(Task data):
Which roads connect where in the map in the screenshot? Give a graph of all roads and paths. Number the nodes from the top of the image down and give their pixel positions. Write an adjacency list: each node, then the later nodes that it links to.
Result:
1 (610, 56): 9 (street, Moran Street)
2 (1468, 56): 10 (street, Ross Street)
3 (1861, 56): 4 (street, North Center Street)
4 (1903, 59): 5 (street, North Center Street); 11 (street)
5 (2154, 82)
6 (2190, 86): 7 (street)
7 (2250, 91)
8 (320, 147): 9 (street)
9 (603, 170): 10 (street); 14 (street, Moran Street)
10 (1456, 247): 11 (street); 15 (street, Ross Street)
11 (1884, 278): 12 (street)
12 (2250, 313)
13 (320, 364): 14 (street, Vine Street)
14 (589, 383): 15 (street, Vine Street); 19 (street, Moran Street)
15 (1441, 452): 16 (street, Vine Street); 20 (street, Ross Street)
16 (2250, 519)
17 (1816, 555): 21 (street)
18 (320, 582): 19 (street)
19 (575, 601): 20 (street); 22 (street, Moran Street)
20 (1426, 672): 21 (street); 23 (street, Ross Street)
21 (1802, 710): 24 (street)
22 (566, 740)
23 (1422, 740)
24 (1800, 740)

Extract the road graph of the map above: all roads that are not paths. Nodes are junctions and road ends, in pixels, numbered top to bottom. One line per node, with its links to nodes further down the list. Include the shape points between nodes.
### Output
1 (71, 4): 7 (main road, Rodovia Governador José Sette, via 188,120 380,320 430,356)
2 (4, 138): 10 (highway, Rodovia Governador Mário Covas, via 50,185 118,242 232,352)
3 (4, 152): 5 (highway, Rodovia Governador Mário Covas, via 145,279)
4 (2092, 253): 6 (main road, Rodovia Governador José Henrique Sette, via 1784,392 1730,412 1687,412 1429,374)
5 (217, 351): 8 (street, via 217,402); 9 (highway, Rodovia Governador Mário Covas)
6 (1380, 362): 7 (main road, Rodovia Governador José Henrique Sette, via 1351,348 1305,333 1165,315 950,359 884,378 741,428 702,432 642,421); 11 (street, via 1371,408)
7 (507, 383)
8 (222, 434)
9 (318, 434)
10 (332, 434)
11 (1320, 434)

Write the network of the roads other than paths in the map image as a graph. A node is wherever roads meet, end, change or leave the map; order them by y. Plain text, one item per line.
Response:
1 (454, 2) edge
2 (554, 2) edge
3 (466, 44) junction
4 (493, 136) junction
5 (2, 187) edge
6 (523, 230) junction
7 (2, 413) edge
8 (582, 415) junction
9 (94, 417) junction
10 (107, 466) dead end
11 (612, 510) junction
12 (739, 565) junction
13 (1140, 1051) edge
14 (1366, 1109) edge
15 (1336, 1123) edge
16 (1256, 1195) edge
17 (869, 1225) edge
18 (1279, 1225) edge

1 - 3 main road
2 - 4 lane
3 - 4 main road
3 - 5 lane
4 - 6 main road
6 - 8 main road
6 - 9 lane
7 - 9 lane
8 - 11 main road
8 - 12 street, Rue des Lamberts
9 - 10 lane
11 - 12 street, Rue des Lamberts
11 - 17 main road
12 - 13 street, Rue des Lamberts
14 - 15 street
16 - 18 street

(Instructions to follow):
Answer with one number: how many lines of the entries above include the word "graph".

(Output):
3